Honolulu Symphony members and past colleagues remembered Johanos as a shrewd recruiter of young musicians and a champion of "new music" who was behind a short-lived composer-in-residence program here and won an American Society of Composers, Authors and Publishers award for "adventuresome programming of contemporary music."
He withstood some criticism from the Honolulu Symphony board and its audience for his dedication to contemporary music. "The community wasn't always ready but he took the view that Beethoven was once 'new music,' Stravinsky was once 'new music.' People would learn from it," said Robert Sandla of Honolulu, a past executive director of the symphony. "He believed it was important because it stretched the musicians. They were playing something new and different and that was good for them."
Symphony assistant principal clarinetist James Moffitt, who was hired by Johanos in 1981, said Johanos worked hard behind the scenes to support musicians and "build bridges" to the community and the political structure to help strengthen the beleaguered organization, which has a long history of financial instability.
Johanos joined the symphony in 1979 at a rather tumultuous time after the retirement of conductor Robert La Marchina. "He really strengthened the orchestra and settled it," Sandla recalled. Johanos left at another tumultuous time, during a labor dispute which saw the cancellation of what would have been his final conducting season, the 1993-94 season. He never was able to conduct his planned final concert featuring a Mahler piece.
The Iowa-born Johanos, whose original instrument was the violin, graduated in 1952 from the Eastman School of Music and in 1958 won the International Conductors Competition sponsored by the Netherlands Radio Union.
He became music director and principal conductor of the Dallas Symphony Orchestra in 1962 and later moved on to the Pittsburgh Symphony. He first guest-conducted the Honolulu Symphony in 1978.
In 1993, he directed the production of the symphony's first recording in some years, "Three Works by Dan Welcher with the Honolulu Symphony." Welcher, who spent a year in Hawai'i as composer in residence, dedicated his Symphony No. 1 to Johanos.
Johanos conducted or played on more than a dozen recordings.
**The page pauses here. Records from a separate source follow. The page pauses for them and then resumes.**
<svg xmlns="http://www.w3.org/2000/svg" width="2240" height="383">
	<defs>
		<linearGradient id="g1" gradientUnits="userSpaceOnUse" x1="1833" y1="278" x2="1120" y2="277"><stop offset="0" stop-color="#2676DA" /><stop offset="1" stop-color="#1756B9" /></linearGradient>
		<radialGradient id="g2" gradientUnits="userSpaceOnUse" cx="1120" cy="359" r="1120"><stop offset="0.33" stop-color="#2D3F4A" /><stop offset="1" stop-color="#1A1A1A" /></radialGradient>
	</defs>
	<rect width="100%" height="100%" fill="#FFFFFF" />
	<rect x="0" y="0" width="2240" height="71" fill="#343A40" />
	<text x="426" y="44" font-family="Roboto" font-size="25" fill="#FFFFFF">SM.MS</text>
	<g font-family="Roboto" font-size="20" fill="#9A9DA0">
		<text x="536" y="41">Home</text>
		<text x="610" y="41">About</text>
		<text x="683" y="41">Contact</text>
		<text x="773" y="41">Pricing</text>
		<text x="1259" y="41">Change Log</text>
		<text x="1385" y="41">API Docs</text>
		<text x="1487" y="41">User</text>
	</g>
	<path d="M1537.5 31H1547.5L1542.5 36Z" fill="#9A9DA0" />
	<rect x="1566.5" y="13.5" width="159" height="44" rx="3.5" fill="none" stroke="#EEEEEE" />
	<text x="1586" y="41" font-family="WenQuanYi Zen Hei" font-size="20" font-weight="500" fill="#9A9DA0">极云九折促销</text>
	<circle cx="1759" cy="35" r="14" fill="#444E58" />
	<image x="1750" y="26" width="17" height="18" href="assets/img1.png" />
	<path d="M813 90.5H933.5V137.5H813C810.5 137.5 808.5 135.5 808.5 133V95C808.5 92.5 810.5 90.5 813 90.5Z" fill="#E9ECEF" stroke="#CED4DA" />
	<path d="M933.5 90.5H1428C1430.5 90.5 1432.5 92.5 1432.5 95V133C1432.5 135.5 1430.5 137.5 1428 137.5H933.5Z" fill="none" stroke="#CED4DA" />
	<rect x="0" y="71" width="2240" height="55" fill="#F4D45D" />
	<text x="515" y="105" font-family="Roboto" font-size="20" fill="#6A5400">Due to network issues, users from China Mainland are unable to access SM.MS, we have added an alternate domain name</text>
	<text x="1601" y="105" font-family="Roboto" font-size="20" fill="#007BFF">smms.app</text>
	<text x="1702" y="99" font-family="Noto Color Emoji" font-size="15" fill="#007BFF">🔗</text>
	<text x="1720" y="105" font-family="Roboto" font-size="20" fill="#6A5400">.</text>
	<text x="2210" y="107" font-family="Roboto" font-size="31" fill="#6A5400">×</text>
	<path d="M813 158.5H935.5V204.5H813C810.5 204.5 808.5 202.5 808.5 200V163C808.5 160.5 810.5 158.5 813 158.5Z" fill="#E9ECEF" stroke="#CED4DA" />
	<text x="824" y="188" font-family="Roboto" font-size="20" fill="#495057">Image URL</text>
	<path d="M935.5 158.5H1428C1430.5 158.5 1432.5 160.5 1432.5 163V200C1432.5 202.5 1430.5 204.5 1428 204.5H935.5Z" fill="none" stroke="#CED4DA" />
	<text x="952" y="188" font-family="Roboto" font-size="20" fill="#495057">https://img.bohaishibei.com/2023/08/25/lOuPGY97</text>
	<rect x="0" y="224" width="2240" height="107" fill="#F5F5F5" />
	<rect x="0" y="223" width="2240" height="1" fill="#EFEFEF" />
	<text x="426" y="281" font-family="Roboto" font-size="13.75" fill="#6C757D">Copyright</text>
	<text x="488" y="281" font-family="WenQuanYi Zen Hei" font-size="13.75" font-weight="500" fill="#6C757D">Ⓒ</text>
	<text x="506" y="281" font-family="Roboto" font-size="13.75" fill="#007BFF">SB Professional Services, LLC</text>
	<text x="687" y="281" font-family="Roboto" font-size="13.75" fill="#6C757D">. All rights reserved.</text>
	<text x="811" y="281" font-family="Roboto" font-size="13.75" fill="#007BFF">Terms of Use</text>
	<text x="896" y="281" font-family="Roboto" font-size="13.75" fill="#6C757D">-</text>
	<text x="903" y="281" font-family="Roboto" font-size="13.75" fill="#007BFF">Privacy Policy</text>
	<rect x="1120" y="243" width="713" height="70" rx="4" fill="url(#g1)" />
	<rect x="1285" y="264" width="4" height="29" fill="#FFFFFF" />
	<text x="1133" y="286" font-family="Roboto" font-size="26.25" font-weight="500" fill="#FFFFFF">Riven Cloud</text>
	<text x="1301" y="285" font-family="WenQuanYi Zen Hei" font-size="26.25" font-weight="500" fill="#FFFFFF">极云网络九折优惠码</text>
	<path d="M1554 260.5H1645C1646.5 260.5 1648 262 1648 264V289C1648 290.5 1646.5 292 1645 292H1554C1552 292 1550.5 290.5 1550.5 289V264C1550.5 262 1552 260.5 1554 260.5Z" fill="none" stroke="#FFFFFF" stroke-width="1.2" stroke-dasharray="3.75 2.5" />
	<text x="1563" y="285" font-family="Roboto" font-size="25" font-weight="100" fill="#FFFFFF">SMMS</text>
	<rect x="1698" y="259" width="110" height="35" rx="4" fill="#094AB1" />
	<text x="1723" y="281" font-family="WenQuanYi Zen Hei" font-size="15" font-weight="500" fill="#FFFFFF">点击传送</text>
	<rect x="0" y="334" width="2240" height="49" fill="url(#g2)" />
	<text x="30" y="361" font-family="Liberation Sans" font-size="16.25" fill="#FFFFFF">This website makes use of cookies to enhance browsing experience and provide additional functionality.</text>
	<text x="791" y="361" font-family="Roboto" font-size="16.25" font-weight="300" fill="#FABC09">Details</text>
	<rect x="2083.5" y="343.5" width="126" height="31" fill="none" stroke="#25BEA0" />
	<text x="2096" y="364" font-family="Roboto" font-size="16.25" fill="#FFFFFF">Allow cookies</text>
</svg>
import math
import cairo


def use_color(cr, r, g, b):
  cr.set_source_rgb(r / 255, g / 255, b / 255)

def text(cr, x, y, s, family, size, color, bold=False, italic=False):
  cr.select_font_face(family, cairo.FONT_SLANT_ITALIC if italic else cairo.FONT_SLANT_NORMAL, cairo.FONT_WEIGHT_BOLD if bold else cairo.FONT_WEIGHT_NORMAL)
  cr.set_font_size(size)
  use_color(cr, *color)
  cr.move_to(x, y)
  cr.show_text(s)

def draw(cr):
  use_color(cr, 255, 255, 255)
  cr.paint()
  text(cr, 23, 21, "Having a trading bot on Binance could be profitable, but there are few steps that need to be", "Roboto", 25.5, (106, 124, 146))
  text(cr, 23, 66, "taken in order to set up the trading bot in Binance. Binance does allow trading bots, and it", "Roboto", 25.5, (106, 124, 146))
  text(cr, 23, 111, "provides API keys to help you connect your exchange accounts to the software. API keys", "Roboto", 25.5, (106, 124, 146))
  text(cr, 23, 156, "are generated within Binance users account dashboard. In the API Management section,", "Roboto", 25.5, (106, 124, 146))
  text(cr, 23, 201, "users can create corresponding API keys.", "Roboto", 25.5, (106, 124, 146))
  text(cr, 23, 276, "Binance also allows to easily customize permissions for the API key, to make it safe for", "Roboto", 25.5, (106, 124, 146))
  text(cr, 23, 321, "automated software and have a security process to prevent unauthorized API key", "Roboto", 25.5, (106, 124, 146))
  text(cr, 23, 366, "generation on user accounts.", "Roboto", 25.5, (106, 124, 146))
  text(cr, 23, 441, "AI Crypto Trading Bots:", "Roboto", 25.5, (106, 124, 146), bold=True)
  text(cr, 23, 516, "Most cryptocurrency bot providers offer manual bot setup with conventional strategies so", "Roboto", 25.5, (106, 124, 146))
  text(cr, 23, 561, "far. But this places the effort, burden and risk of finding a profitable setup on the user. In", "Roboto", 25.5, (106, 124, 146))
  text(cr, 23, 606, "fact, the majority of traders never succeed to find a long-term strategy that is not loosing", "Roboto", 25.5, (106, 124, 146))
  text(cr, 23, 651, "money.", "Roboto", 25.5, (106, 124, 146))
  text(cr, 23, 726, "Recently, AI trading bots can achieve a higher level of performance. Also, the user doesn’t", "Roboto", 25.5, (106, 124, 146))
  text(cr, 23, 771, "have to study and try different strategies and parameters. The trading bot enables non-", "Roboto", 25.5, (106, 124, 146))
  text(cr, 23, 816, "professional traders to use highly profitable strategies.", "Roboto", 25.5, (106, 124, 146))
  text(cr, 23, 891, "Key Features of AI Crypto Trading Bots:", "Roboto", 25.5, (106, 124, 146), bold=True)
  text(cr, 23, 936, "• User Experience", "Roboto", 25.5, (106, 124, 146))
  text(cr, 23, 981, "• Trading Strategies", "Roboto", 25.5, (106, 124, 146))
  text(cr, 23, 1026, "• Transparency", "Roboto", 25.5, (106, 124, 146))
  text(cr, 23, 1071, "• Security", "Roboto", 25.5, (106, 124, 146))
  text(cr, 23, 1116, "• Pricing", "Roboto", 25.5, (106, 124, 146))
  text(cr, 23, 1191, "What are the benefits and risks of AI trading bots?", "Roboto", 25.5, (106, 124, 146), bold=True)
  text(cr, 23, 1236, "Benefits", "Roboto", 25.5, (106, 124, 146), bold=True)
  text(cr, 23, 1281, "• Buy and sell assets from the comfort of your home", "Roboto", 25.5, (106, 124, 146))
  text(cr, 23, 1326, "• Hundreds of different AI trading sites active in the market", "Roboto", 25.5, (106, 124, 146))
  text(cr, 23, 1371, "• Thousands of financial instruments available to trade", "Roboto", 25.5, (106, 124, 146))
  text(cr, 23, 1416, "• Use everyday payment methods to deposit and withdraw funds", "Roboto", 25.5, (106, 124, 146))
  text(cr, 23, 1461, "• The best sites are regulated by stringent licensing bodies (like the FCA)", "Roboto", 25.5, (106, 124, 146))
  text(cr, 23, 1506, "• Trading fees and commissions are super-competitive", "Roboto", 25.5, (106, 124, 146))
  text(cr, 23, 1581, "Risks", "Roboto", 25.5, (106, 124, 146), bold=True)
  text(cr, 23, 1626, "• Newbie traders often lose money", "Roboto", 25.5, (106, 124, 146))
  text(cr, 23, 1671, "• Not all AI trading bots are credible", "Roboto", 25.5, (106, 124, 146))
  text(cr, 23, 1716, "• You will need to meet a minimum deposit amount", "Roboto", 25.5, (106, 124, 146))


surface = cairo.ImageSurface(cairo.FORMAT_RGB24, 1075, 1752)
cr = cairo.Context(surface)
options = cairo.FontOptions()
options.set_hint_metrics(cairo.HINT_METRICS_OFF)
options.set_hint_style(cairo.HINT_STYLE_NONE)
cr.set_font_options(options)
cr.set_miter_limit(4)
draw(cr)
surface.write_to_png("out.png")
Judith R. Neale of Hawai'i Public Radio, who worked with Johanos as public relations director for the symphony, remembered him telling her about a concert in which he participated: It was an Eastman School of Music performance of the "1812 Overture" and, when the cannons went off as part of the piece, some pranksters released an enormous bunch of feathers, which floated down onto the audience, startling everyone and breaking up the orchestra. "He was so convulsed, he couldn't play," she recalled him saying.
"Music was everything in his life," Sandla said, but Johanos did have other interests. He was a sports fan, a member of the Columbia Inn Roundtable softball team, and he enjoyed time at the beach.
The conductor is survived by his third wife, Jane. His second wife, Corrine, died in 2001. He had seven children.
McDonald said the family is settling details of a memorial service, and a scholarship fund will be set up in Johanos' name.